BTW, welcome to HCG gary. :D

anarchy
10-24-2006, 05:30 PM
Hold on just a second. I see this differently. Another occasion for politicians to screw things up.

Now, I was always raised to be the type of person to be responsible for my actions. I don't condone riding a motorcycle without insurance.

But, we have mandatory liability insurance required here in NC. Know what it is? $30,000. For many people, they blow through $30k in the first hour at the emergency room. This guy they started off the article with owed $236k? Now would a mandatory $30k policy help this guy out?

I have to carry uninsured/underinsured insurance on my policy for people who don't buy enough of their own insurance. Total whack! There are people out there who get by without insurance, and I wind up picking up the tab.

Yes, people need to be responsible for their actions, to the fullest extent. But caution needs to be exercised on the part of lawmakers to make it worthwhile.

I hate to see politicians excited over crap like this because they rush to make laws that just turn out to be utterly stupid. As if they produced anything else.

you got it!!!

D.N.F.
10-24-2006, 05:39 PM
I got excited as I read the title wrong.

State Lox on bikers. Obviously a new smoked salmon recipe.


Obviously minimum insurance standards must be increased to keep up with the real world of health care costs.

dannytheman
10-24-2006, 07:42 PM
I'm ok with paying for insurance for the bike, I ride it all the time, but for those who don't, I guess it adds up..

I pay only 200 a year....And because I drive the car less, that went down to...
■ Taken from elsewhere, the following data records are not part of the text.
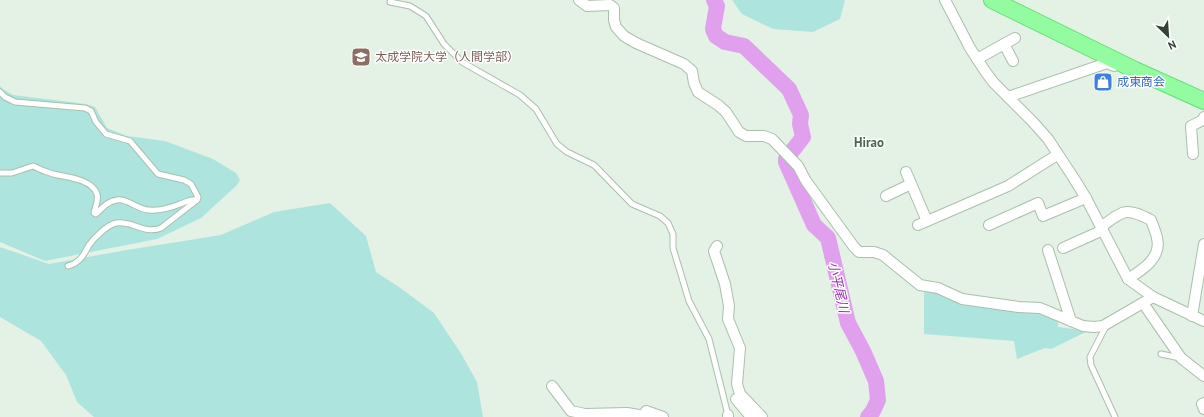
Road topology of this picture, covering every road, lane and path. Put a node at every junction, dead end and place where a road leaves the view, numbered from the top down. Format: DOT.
graph roads {
  1 [pos="578,0"];
  2 [pos="945,0"];
  3 [pos="992,0"];
  4 [pos="390,2"];
  5 [pos="1015,38"];
  6 [pos="1004,44"];
  7 [pos="977,59"];
  8 [pos="1013,61"];
  9 [pos="1119,62"];
  10 [pos="0,92"];
  11 [pos="1008,97"];
  12 [pos="1204,101"];
  13 [pos="1204,117"];
  14 [pos="1193,154"];
  15 [pos="1057,155"];
  16 [pos="906,172"];
  17 [pos="0,173"];
  18 [pos="911,184"];
  19 [pos="886,196"];
  20 [pos="1086,198"];
  21 [pos="197,200"];
  22 [pos="989,225"];
  23 [pos="1102,228"];
  24 [pos="1204,244"];
  25 [pos="717,246"];
  26 [pos="1063,248"];
  27 [pos="1048,250"];
  28 [pos="1202,260"];
  29 [pos="68,266"];
  30 [pos="1128,279"];
  31 [pos="1153,297"];
  32 [pos="1143,303"];
  33 [pos="1192,316"];
  34 [pos="1071,321"];
  35 [pos="1204,321"];
  36 [pos="1107,323"];
  37 [pos="740,348"];
  38 [pos="1161,354"];
  39 [pos="1181,358"];
  40 [pos="1204,376"];
  41 [pos="552,386"];
  42 [pos="1204,403"];
  43 [pos="1204,409"];
  44 [pos="568,414"];
  45 [pos="648,416"];
  46 [pos="728,416"];
  47 [pos="663,417"];
  48 [pos="751,417"];
  49 [pos="762,417"];
  50 [pos="1115,417"];
  1 -- 34 [label="street"];
  2 -- 7 [label="street"];
  3 -- 9 [label="main road"];
  4 -- 46 [label="lane"];
  5 -- 6 [label="street"];
  6 -- 7 [label="street"];
  6 -- 8 [label="street"];
  7 -- 11 [label="street"];
  9 -- 11 [label="street"];
  9 -- 12 [label="main road"];
  10 -- 21 [label="lane"];
  11 -- 15 [label="street"];
  13 -- 14 [label="street"];
  15 -- 18 [label="street"];
  15 -- 20 [label="street"];
  16 -- 18 [label="street"];
  17 -- 21 [label="lane"];
  18 -- 19 [label="street"];
  20 -- 22 [label="street"];
  20 -- 23 [label="street"];
  21 -- 29 [label="lane"];
  23 -- 26 [label="street"];
  23 -- 30 [label="street"];
  23 -- 30 [label="street"];
  24 -- 28 [label="street"];
  25 -- 37 [label="street"];
  27 -- 34 [label="street"];
  28 -- 33 [label="street"];
  30 -- 31 [label="street"];
  31 -- 32 [label="street"];
  31 -- 33 [label="street"];
  32 -- 36 [label="street"];
  32 -- 39 [label="street"];
  33 -- 35 [label="street"];
  34 -- 36 [label="street"];
  36 -- 50 [label="lane"];
  37 -- 48 [label="street"];
  37 -- 49 [label="street"];
  38 -- 39 [label="lane"];
  39 -- 40 [label="street"];
  41 -- 44 [label="street"];
  42 -- 43 [label="street"];
  44 -- 45 [label="street"];
  45 -- 47 [label="street"];
}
Driving a vehicle is not a right, it's a privilege. Once you leave your property you are on legal right of way and taxpayer paid for roads..

RidgeRunner
10-25-2006, 07:12 PM
I have full coverage on me and mine and wouldn't leave my driveway without it. I guess the issue here IS personal responsibility....and actually caring about others...

Fxsts103ci
10-25-2006, 08:05 PM
I fault both parties.

the rider should have had insurance. If u cant afford the ins payments then u shouldnt buy the bike. And there is referance to speeding I cant really comment on it because its just an alligation at this point.

The driver should have had unisured/underinsured coverage on his policy. Its used when the other driver has either has no insurance or is underinsured . Now underisured is a little tricky .
Lets say u have 100/300 coverage on your policy - and the other party has say 25/50 . He is underinsured to your Ins. But reverse the limits and now he has 100/300 to your 25/50 he is now not underinsured. But his Liability ins will kick in to protect u . But his 100/300 is only when he is negligent as apposed to Uninsured/underinsured portion of your policy that kicks in when the criteria is met reguardless of fault.